§ **To do**
Print this span of the material below exactly: the line with "exch dup neg", the line with "x y h add x", and every line between them, but nothing else.

Provided data below:

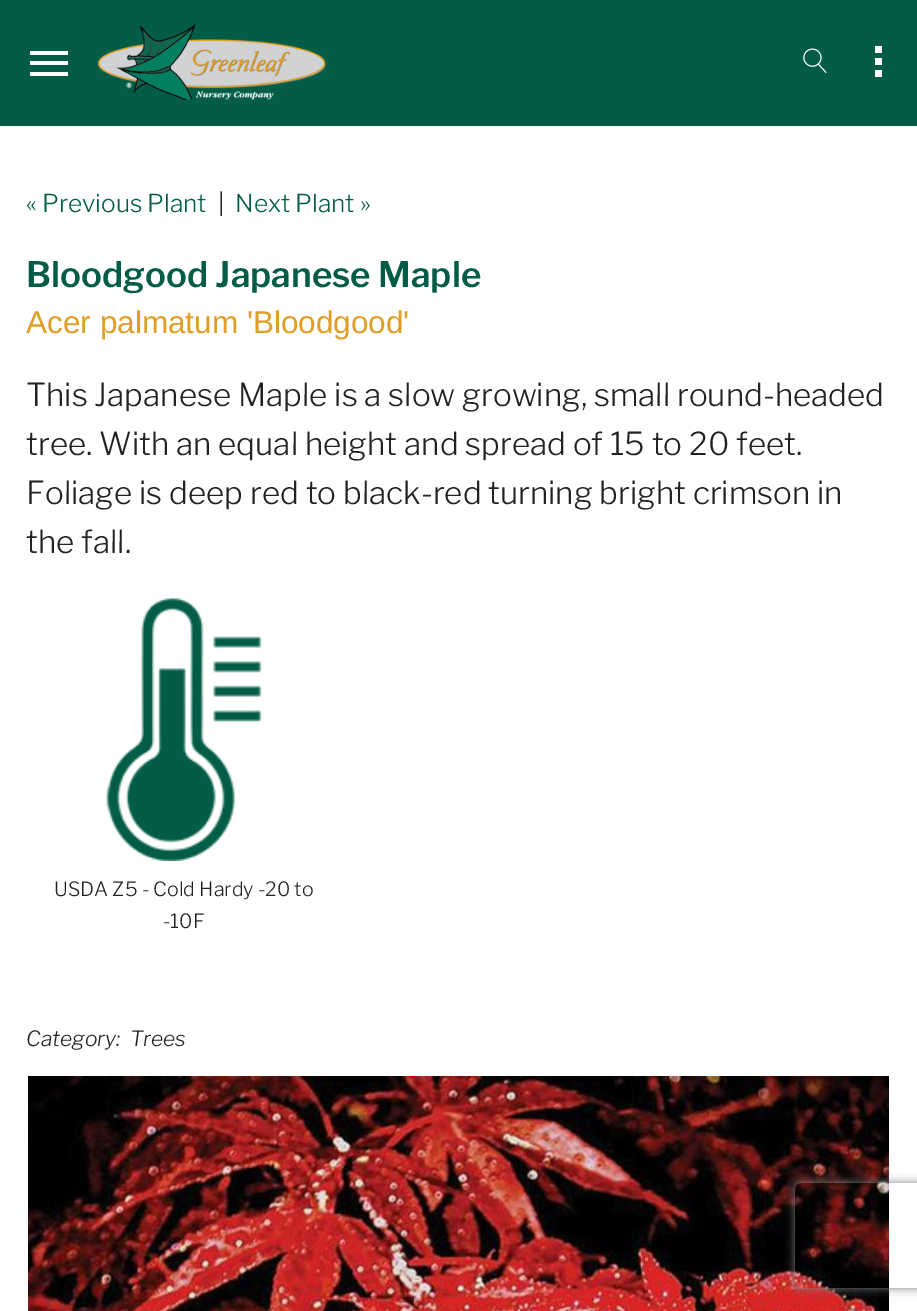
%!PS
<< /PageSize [917 1311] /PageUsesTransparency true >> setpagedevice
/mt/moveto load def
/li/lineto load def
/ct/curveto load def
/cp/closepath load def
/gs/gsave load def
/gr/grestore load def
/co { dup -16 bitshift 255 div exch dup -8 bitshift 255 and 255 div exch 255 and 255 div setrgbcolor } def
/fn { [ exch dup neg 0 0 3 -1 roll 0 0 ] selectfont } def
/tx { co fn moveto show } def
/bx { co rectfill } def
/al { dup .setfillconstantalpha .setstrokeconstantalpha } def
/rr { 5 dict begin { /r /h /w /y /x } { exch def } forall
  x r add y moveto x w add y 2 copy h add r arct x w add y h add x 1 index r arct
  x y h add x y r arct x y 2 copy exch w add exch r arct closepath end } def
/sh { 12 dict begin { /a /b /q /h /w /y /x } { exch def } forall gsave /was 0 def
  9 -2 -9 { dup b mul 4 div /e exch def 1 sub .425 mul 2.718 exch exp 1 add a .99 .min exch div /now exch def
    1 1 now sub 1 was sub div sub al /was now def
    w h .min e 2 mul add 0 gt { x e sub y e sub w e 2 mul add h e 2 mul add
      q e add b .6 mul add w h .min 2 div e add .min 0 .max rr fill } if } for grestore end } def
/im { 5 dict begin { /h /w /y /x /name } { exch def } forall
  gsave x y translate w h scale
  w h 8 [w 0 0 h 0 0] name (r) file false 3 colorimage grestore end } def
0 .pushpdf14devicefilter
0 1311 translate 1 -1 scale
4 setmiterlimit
0 0 917 1311 16#FFFFFF bx
0 0 917 126 16#025C46 bx
30 61 38 4 16#FFFFFF bx
30 51 38 4 16#FFFFFF bx
30 72 38 4 16#FFFFFF bx
(media/1.raw) 98 23 228 77 im
(media/2.raw) 803 48 24 25 im
875 58 7 7 16#FFFFFF bx
875 46 7 7 16#FFFFFF bx
875 70 7 7 16#FFFFFF bx
(media/3.raw) 106 598 156 263 im
(media/4.raw) 28 1076 861 235 im
gs
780 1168 mt 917 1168 li 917 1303 li 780 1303 li cp 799 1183 mt 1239 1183 li 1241 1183 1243 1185 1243 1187 ct 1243 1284 li 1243 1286 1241 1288 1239 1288 ct 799 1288 li 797 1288 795 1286 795 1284 ct 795 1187 li 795 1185 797 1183 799 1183 ct cp eoclip newpath
16#808080 co
795 1183 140 105 4 4.5 1 sh
gr
(« Previous Plant) 26 212 /LibreFranklin-Light 24.5 16#025C46 tx
(|) 218 212 /LibreFranklin-Light 24.5 16#222222 tx
(Next Plant ») 235 212 /LibreFranklin-Light 24.5 16#025C46 tx
(Bloodgood Japanese Maple) 26 287 /LibreFranklin-SemiBold 35 16#025C46 tx
(Acer palmatum 'Bloodgood') 26 333 /LiberationSans-Regular 31.5 16#E09E26 tx
(This Japanese Maple is a slow growing, small round-headed) 26 406 /LibreFranklin-Light 31.5 16#222222 tx
(tree. With an equal height and spread of 15 to 20 feet.) 26 455 /LibreFranklin-Light 31.5 16#222222 tx
(Foliage is deep red to black-red turning bright crimson in) 26 504 /LibreFranklin-Light 31.5 16#222222 tx
(the fall.) 26 553 /LibreFranklin-Light 31.5 16#222222 tx
(USDA Z5 - Cold Hardy -20 to) 54 896 /LibreFranklin-Light 19.6 16#222222 tx
(-10F) 163 928 /LibreFranklin-Light 19.6 16#222222 tx
(Category:) 26 1046 /LibreFranklin-ThinItalic 21 16#222222 tx
(Trees) 130 1046 /LibreFranklin-ThinItalic 21 16#222222 tx
.poppdf14devicefilter showpage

End of Provided data.

§ **Answer box**
/fn { [ exch dup neg 0 0 3 -1 roll 0 0 ] selectfont } def
/tx { co fn moveto show } def
/bx { co rectfill } def
/al { dup .setfillconstantalpha .setstrokeconstantalpha } def
/rr { 5 dict begin { /r /h /w /y /x } { exch def } forall
  x r add y moveto x w add y 2 copy h add r arct x w add y h add x 1 index r arct
  x y h add x y r arct x y 2 copy exch w add exch r arct closepath end } def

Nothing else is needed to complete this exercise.